# Build datasets

Transfer stock data to dataset for AlphaNet.

In [6]:
import os
import numpy as np
import pandas as pd
import h5py

DATA_DIR = "test"

SAVE_DIR = "test_60"
INPUT = 60  # minutes as predictor
#SAVE_DIR = "test_30"
#INPUT = 30  # minutes as predictor
#SAVE_DIR = "test_120"
#INPUT = 120  # minutes as predictor
OUTPUT = 1  # minutes as target
SHUFFLE = False  # shuffle dataset or not
SEED = 123       # shuffle seed

In [7]:
def load_data(dir):
    r"""
    Load stock data from files in `dir`.

    Parameters
    ----------
    dir: str
        Fold contains stock data.
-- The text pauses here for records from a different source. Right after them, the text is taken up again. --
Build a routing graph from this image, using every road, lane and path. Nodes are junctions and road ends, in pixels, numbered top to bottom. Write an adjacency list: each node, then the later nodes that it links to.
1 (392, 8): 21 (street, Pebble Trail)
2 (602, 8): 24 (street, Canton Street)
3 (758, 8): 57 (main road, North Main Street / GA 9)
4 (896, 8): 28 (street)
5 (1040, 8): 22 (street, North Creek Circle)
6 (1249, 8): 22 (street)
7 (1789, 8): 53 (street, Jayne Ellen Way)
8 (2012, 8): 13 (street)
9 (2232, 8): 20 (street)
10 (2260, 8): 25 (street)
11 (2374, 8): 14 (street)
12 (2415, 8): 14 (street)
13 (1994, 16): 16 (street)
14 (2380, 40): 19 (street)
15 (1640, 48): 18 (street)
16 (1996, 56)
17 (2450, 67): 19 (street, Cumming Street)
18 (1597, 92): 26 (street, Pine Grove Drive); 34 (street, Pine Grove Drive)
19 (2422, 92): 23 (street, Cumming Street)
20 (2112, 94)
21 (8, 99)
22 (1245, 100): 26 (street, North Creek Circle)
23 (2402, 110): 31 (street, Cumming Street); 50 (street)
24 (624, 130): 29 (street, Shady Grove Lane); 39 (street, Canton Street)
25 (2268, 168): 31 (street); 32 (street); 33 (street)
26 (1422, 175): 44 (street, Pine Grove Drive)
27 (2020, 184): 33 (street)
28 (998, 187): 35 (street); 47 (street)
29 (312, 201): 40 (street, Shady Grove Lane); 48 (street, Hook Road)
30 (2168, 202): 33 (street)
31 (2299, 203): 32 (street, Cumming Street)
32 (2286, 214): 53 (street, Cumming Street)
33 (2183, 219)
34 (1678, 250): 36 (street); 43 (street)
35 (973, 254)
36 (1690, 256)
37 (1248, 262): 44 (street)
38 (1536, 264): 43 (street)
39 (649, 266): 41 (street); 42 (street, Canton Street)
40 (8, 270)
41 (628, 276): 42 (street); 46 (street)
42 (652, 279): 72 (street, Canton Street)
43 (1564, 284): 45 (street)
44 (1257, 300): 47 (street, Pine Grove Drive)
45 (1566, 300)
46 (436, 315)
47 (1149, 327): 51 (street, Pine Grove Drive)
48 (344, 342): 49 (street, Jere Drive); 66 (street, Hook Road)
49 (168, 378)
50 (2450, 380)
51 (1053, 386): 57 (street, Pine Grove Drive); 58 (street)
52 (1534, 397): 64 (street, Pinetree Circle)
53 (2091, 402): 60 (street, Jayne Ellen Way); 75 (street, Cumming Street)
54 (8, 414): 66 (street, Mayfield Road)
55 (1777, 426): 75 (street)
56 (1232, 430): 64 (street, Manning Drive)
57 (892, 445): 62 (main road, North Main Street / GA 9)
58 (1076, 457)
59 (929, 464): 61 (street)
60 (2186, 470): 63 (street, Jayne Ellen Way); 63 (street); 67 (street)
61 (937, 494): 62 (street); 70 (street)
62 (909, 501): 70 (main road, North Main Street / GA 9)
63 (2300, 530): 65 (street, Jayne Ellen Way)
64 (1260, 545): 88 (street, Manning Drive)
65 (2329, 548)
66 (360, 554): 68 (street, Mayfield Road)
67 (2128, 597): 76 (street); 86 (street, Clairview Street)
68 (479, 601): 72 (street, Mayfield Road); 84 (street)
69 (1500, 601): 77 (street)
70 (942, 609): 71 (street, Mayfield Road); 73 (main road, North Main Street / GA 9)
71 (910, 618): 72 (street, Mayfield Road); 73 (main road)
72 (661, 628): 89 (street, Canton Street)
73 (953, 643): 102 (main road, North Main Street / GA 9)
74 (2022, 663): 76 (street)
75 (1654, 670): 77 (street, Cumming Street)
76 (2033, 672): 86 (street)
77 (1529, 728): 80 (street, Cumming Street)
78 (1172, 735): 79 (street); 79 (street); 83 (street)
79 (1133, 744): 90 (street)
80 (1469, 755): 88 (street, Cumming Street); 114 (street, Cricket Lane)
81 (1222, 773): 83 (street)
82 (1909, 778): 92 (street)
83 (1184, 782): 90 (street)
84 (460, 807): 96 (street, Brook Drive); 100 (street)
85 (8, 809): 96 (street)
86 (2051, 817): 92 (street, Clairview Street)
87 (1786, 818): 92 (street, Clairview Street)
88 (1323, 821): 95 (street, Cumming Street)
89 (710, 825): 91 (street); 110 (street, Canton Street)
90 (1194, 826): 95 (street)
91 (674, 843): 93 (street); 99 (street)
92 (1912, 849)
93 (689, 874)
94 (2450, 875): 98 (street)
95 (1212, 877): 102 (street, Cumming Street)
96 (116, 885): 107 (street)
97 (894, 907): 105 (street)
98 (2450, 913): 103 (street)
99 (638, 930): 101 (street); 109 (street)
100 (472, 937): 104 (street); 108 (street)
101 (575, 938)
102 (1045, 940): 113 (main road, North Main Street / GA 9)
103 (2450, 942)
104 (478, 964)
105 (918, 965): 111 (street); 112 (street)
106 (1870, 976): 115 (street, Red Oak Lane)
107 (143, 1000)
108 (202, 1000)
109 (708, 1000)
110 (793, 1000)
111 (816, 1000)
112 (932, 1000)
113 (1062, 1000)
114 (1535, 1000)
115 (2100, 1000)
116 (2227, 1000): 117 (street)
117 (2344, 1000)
Each stock is in a csv file.
    
    Returns
    -------
    value: generator
        A generator with elements like (name, data, number_of_null)
    """
    for file in os.listdir(dir):
        if file.endswith("csv"):
            dt = pd.read_csv(f"{dir}/{file}").drop(columns=["Datetime"])
            # dt["return"] = -np.log(dt["return"])
            # dt["free_turn"] = -np.log(dt["free_turn"])
            dt = dt.transpose()
            name = file.split('.')[0]
            null = dt.isnull().values.sum()
            yield (name, dt, null)

def preprocess(dt, shuffle=False, seed=None):
    r"""
    Preprocessing for given data.

    Parameters
    ----------
    dt: pd.DataFrame
        Raw data.
    shuffle: bool, optional
        Shuffle data or not.
    seed: shuffle seed, optional
    
    Returns
    -------
    X: np.ndarray
        Dataset X for fitting.
    y: np.ndarray
        Dataset y for fitting.
    """
    X = []
    y = []
    n = dt.shape[1] - INPUT - OUTPUT
    for i in range(n):
        X_new = dt.iloc[:, i:i+INPUT] \
            .to_numpy()[np.newaxis, :]
        y_new = dt.loc["return"][i+INPUT:i+INPUT+OUTPUT] \
            .to_numpy()[np.newaxis, :]
        X.append(X_new)
        y.append(y_new)

    X = np.concatenate(X, axis=0)
    y = np.concatenate(y, axis=0)
    if shuffle:
        rng = np.random.default_rng(seed=seed)
        rng.shuffle(X)
        rng.shuffle(y)
    return X, y

def save_data(dir, name, X, y):
    r"""
    Save dataset as HDF5 file.
    """
    with h5py.File(f'{dir}/{name}.hdf5', 'w') as f:
        f.create_dataset("X", data=X, chunks=True)
        f.create_dataset("y", data=y, chunks=True)
    print(f"Dataset {name} Saved.")

In [8]:
for name, dt, null in load_data(DATA_DIR):
    if null > 0:
        print(f"Data {name} has NULL values. Pass.")
    else:
        X, y = preprocess(dt, shuffle=SHUFFLE, seed=SEED)
        print(X.shape, y.shape)
        save_data(SAVE_DIR, name, X, y)

(8099, 7, 60) (8099, 1)
Dataset AR_test Saved.
(7628, 7, 60) (7628, 1)
Dataset BAH_test Saved.
(8080, 7, 60) (8080, 1)
Dataset FTI_test Saved.
(5190, 7, 60) (5190, 1)
Dataset HII_test Saved.
(7783, 7, 60) (7783, 1)
Dataset LMT_test Saved.
(4815, 7, 60) (4815, 1)
Dataset MLI_test Saved.
(7244, 7, 60) (7244, 1)
Dataset NFE_test Saved.
(7524, 7, 60) (7524, 1)
Dataset NOC_test Saved.
(8111, 7, 60) (8111, 1)
Dataset PBR_test Saved.
(8021, 7, 60) (8021, 1)
Dataset STLD_test Saved.